*** SOURCE MATERIAL ***
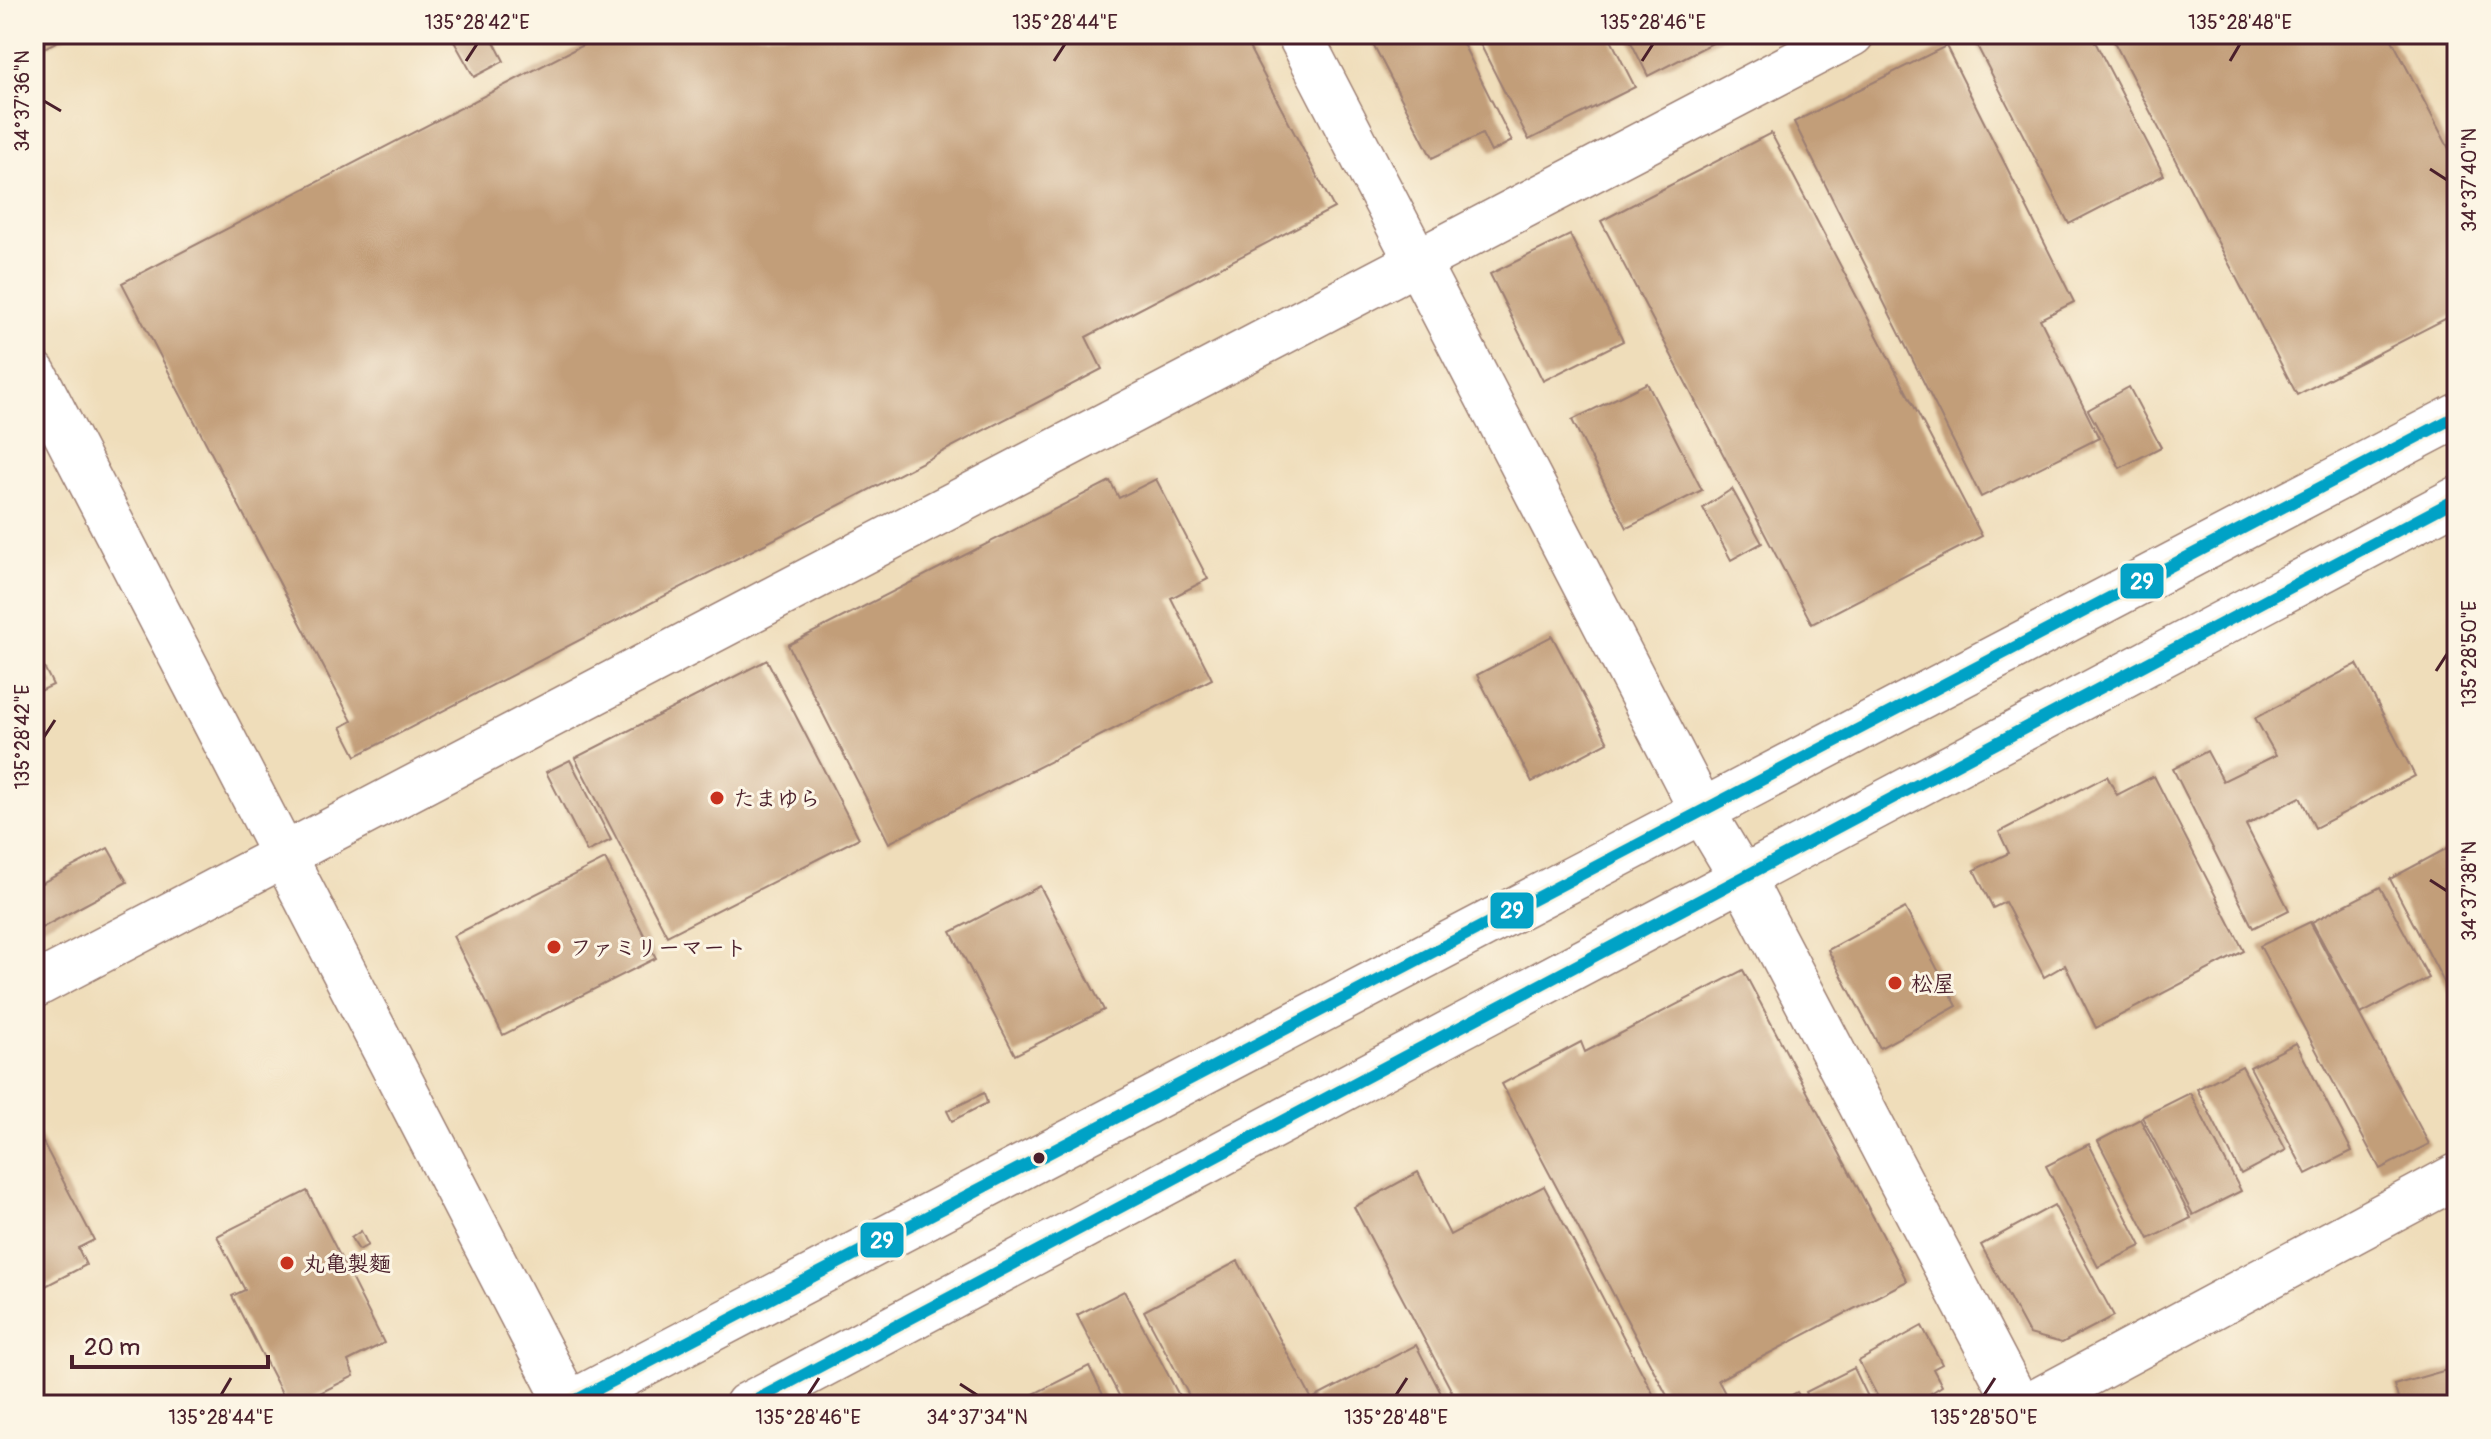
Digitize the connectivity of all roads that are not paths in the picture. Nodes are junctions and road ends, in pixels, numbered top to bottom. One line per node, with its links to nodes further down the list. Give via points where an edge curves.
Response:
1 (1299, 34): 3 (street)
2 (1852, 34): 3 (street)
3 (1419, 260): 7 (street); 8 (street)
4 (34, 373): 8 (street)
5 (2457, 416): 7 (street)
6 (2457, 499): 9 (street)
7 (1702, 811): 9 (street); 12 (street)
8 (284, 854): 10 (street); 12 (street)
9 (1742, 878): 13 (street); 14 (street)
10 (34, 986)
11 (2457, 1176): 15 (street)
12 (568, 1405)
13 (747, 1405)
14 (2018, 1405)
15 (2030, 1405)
*** End of SOURCE MATERIAL ***
GOAL OF THE EXERCISE:
Please return the records as they stand, word for word, with no pictures.

ANSWER AREA:
Digitize the connectivity of all roads that are not paths in the picture. Nodes are junctions and road ends, in pixels, numbered top to bottom. One line per node, with its links to nodes further down the list. Give via points where an edge curves.
Response:
1 (1299, 34): 3 (street)
2 (1852, 34): 3 (street)
3 (1419, 260): 7 (street); 8 (street)
4 (34, 373): 8 (street)
5 (2457, 416): 7 (street)
6 (2457, 499): 9 (street)
7 (1702, 811): 9 (street); 12 (street)
8 (284, 854): 10 (street); 12 (street)
9 (1742, 878): 13 (street); 14 (street)
10 (34, 986)
11 (2457, 1176): 15 (street)
12 (568, 1405)
13 (747, 1405)
14 (2018, 1405)
15 (2030, 1405)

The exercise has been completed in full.